* TASK OBJECTIVE
Drop the images, then output the listing exactly.

* RECORDS TO USE
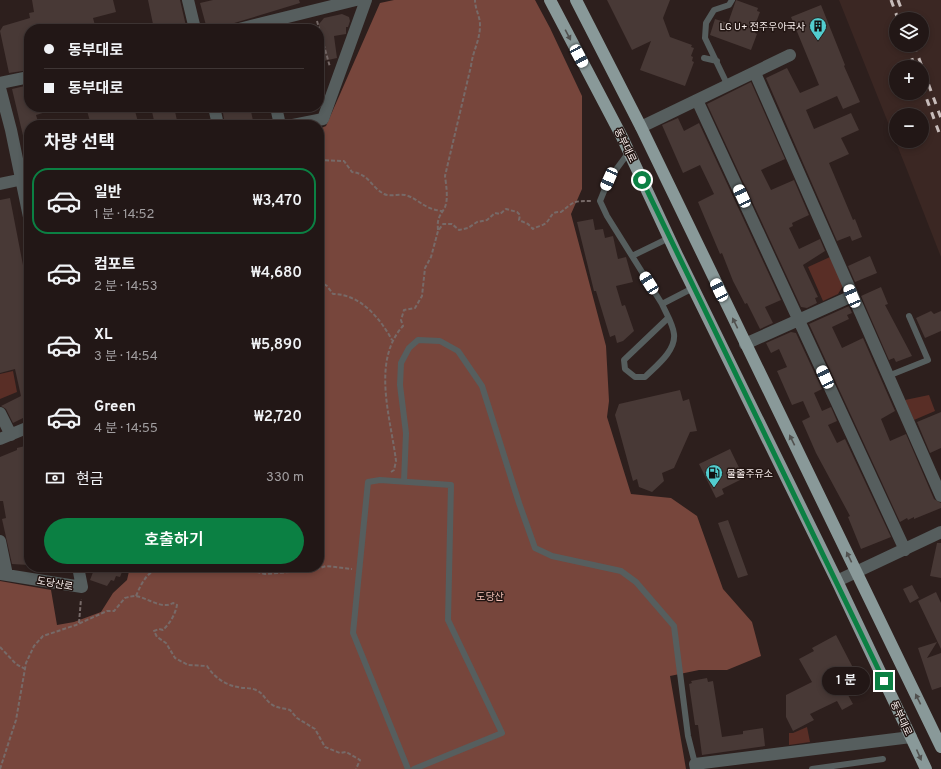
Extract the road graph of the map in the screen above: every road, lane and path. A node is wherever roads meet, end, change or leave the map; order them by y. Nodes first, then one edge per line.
1 (188, 0) edge
2 (356, 0) edge
3 (366, 0) edge
4 (475, 0) edge
5 (550, 0) edge
6 (576, 0) edge
7 (732, 0) edge
8 (314, 10) junction
9 (194, 24) edge
10 (267, 24) edge
11 (318, 24) edge
12 (324, 47) edge
13 (790, 55) dead end
14 (704, 58) dead end
15 (717, 61) junction
16 (755, 73) junction
17 (24, 78) edge
18 (0, 83) edge
19 (728, 86) junction
20 (0, 88) edge
21 (335, 88) junction
22 (698, 100) junction
23 (318, 120) edge
24 (640, 127) junction
25 (5, 132) edge
26 (629, 152) junction
27 (324, 160) edge
28 (24, 176) edge
29 (24, 178) edge
30 (0, 184) edge
31 (600, 201) junction
32 (442, 211) junction
33 (438, 231) junction
34 (669, 238) junction
35 (632, 256) junction
36 (324, 284) edge
37 (693, 288) junction
38 (852, 296) junction
39 (662, 304) junction
40 (909, 316) dead end
41 (668, 318) junction
42 (798, 319) junction
43 (392, 340) junction
44 (745, 344) junction
45 (888, 376) junction
46 (0, 413) edge
47 (24, 429) edge
48 (5, 437) edge
49 (380, 480) junction
50 (404, 481) junction
51 (941, 496) edge
52 (941, 532) edge
53 (0, 541) edge
54 (905, 550) junction
55 (324, 567) edge
56 (359, 569) junction
57 (79, 572) edge
58 (150, 572) edge
59 (258, 572) edge
60 (290, 572) edge
61 (856, 573) junction
62 (3, 574) edge
63 (837, 581) junction
64 (82, 588) junction
65 (136, 596) junction
66 (79, 623) junction
67 (0, 647) edge
68 (25, 669) junction
69 (937, 727) edge
70 (911, 737) junction
71 (941, 747) edge
72 (884, 759) dead end
73 (696, 766) edge
74 (0, 769) edge
75 (356, 769) edge
76 (408, 769) edge
77 (414, 769) edge
78 (812, 769) edge
79 (926, 769) edge

1 - 9 street
2 - 8 street
3 - 21 street
4 - 32 path
5 -> 26 main road, 동부대로
6 - 24 main road, 동부대로
7 - 15 lane
8 - 10 street
8 - 11 path
12 - 21 path
13 - 16 street
14 - 15 lane
15 - 19 lane
16 - 19 street
16 - 38 street
17 - 18 street
19 - 22 street
20 - 25 street
21 - 23 street
22 - 24 street
22 - 42 street
44 -> 24 main road, 동부대로
25 - 28 street
26 - 31 lane
26 - 34 main road, 동부대로
27 - 32 path
29 - 30 street
31 - 33 path
31 - 35 lane
32 - 33 path
33 - 43 path
34 - 35 lane
34 - 37 main road, 동부대로
35 - 39 lane
36 - 43 path
37 - 39 lane
37 - 63 main road, 동부대로
38 - 42 street
38 - 45 street
39 - 41 lane
40 - 45 lane
41 - 41 lane
42 - 44 street
42 - 54 street
43 - 49 path
61 -> 44 main road, 동부대로
45 - 51 street
46 - 48 street
47 - 48 street
49 - 50 lane
49 - 56 lane
50 - 73 lane
50 - 77 lane
52 - 54 street
53 - 62 street, 도당산로
54 - 61 street
55 - 56 path
56 - 76 lane
57 - 64 street, 도당산로
58 - 65 path
59 - 60 path
61 - 63 street
69 -> 61 main road, 동부대로
62 - 64 street, 도당산로
63 - 70 main road, 동부대로
64 - 66 path
65 - 66 path
65 - 75 path
66 - 68 path
67 - 68 path
68 - 74 path
69 - 71 main road, 동부대로
70 - 73 street
70 -> 79 main road, 동부대로
72 - 78 lane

* REPLY
Extract the road graph of the map in the screen above: every road, lane and path. A node is wherever roads meet, end, change or leave the map; order them by y. Nodes first, then one edge per line.
1 (188, 0) edge
2 (356, 0) edge
3 (366, 0) edge
4 (475, 0) edge
5 (550, 0) edge
6 (576, 0) edge
7 (732, 0) edge
8 (314, 10) junction
9 (194, 24) edge
10 (267, 24) edge
11 (318, 24) edge
12 (324, 47) edge
13 (790, 55) dead end
14 (704, 58) dead end
15 (717, 61) junction
16 (755, 73) junction
17 (24, 78) edge
18 (0, 83) edge
19 (728, 86) junction
20 (0, 88) edge
21 (335, 88) junction
22 (698, 100) junction
23 (318, 120) edge
24 (640, 127) junction
25 (5, 132) edge
26 (629, 152) junction
27 (324, 160) edge
28 (24, 176) edge
29 (24, 178) edge
30 (0, 184) edge
31 (600, 201) junction
32 (442, 211) junction
33 (438, 231) junction
34 (669, 238) junction
35 (632, 256) junction
36 (324, 284) edge
37 (693, 288) junction
38 (852, 296) junction
39 (662, 304) junction
40 (909, 316) dead end
41 (668, 318) junction
42 (798, 319) junction
43 (392, 340) junction
44 (745, 344) junction
45 (888, 376) junction
46 (0, 413) edge
47 (24, 429) edge
48 (5, 437) edge
49 (380, 480) junction
50 (404, 481) junction
51 (941, 496) edge
52 (941, 532) edge
53 (0, 541) edge
54 (905, 550) junction
55 (324, 567) edge
56 (359, 569) junction
57 (79, 572) edge
58 (150, 572) edge
59 (258, 572) edge
60 (290, 572) edge
61 (856, 573) junction
62 (3, 574) edge
63 (837, 581) junction
64 (82, 588) junction
65 (136, 596) junction
66 (79, 623) junction
67 (0, 647) edge
68 (25, 669) junction
69 (937, 727) edge
70 (911, 737) junction
71 (941, 747) edge
72 (884, 759) dead end
73 (696, 766) edge
74 (0, 769) edge
75 (356, 769) edge
76 (408, 769) edge
77 (414, 769) edge
78 (812, 769) edge
79 (926, 769) edge

1 - 9 street
2 - 8 street
3 - 21 street
4 - 32 path
5 -> 26 main road, 동부대로
6 - 24 main road, 동부대로
7 - 15 lane
8 - 10 street
8 - 11 path
12 - 21 path
13 - 16 street
14 - 15 lane
15 - 19 lane
16 - 19 street
16 - 38 street
17 - 18 street
19 - 22 street
20 - 25 street
21 - 23 street
22 - 24 street
22 - 42 street
44 -> 24 main road, 동부대로
25 - 28 street
26 - 31 lane
26 - 34 main road, 동부대로
27 - 32 path
29 - 30 street
31 - 33 path
31 - 35 lane
32 - 33 path
33 - 43 path
34 - 35 lane
34 - 37 main road, 동부대로
35 - 39 lane
36 - 43 path
37 - 39 lane
37 - 63 main road, 동부대로
38 - 42 street
38 - 45 street
39 - 41 lane
40 - 45 lane
41 - 41 lane
42 - 44 street
42 - 54 street
43 - 49 path
61 -> 44 main road, 동부대로
45 - 51 street
46 - 48 street
47 - 48 street
49 - 50 lane
49 - 56 lane
50 - 73 lane
50 - 77 lane
52 - 54 street
53 - 62 street, 도당산로
54 - 61 street
55 - 56 path
56 - 76 lane
57 - 64 street, 도당산로
58 - 65 path
59 - 60 path
61 - 63 street
69 -> 61 main road, 동부대로
62 - 64 street, 도당산로
63 - 70 main road, 동부대로
64 - 66 path
65 - 66 path
65 - 75 path
66 - 68 path
67 - 68 path
68 - 74 path
69 - 71 main road, 동부대로
70 - 73 street
70 -> 79 main road, 동부대로
72 - 78 lane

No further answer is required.